** RECORDS follows **
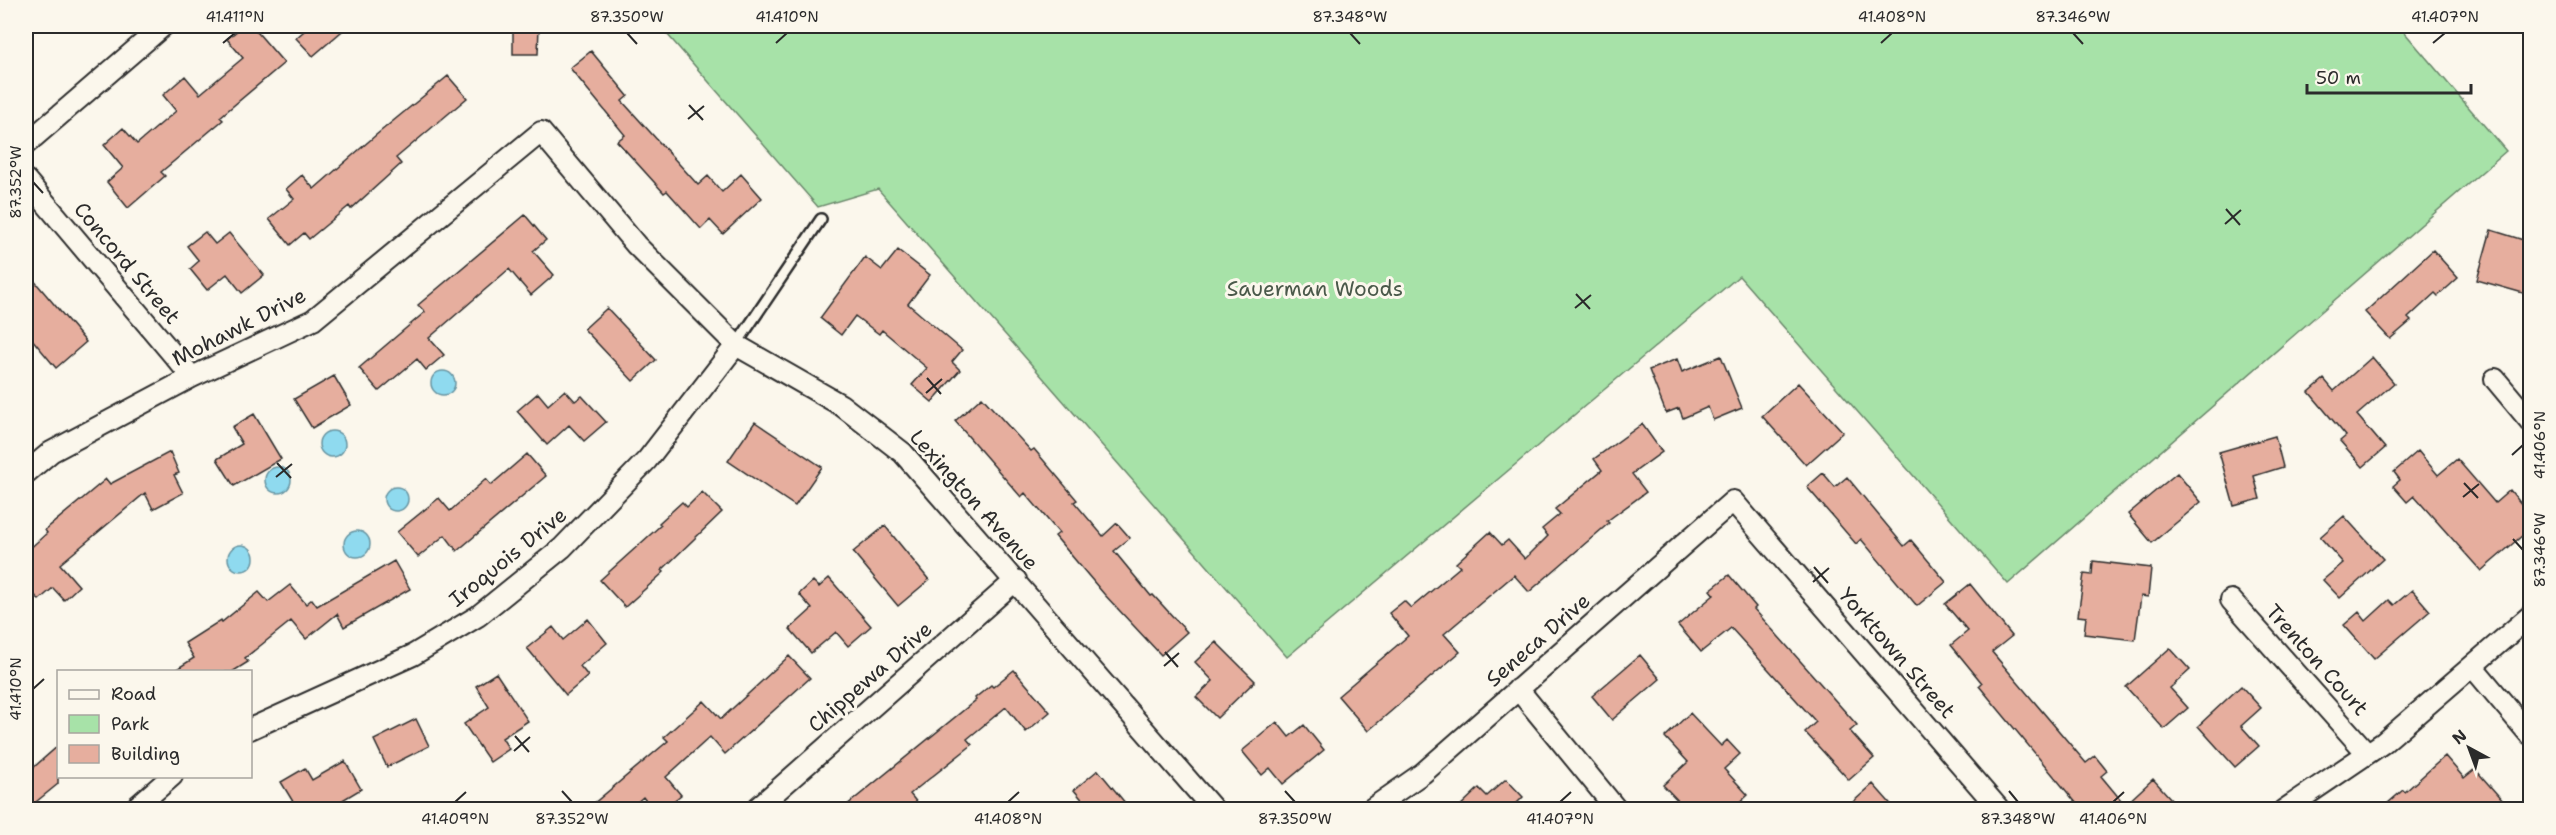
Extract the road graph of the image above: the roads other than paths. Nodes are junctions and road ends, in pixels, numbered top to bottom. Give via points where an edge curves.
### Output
1 (163, 26) edge
2 (541, 132) joint
3 (26, 144) edge
4 (26, 180) edge
5 (821, 219) dead end
6 (736, 345) junction
7 (192, 377) junction
8 (2495, 379) dead end
9 (2530, 421) edge
10 (26, 473) edge
11 (1733, 501) joint
12 (1016, 580) junction
13 (2231, 600) dead end
14 (2530, 616) edge
15 (2473, 667) junction
16 (1518, 689) junction
17 (252, 728) edge
18 (2530, 735) edge
19 (2367, 753) junction
20 (171, 778) edge
21 (133, 810) edge
22 (755, 810) edge
23 (1214, 810) edge
24 (1370, 810) edge
25 (1617, 810) edge
26 (2000, 810) edge
27 (2284, 810) edge

1 - 3 street
2 - 6 street, Lexington Avenue via 636,245
2 - 7 street, Mohawk Drive via 313,320
4 - 7 street, Concord Street
5 - 6 lane
6 - 12 street, Lexington Avenue via 841,405 903,453
6 - 17 street, Iroquois Drive via 647,460 562,548 478,616 413,655
7 - 10 street, Mohawk Drive via 51,452
8 - 9 street
11 - 16 street, Seneca Drive
11 - 26 street, Yorktown Street
12 - 22 street, Chippewa Drive
12 - 23 street, Lexington Avenue
13 - 19 street, Trenton Court
14 - 15 street
15 - 18 street
15 - 19 street
16 - 24 street, Seneca Drive via 1423,773
16 - 25 street
19 - 27 street
20 - 21 street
** End of RECORDS **
__WHAT TO PRODUCE__
Whenever a line in the data above contains the word "dead", include it in the tally, and report only the final number.

__EXPECTED OUTPUT__
3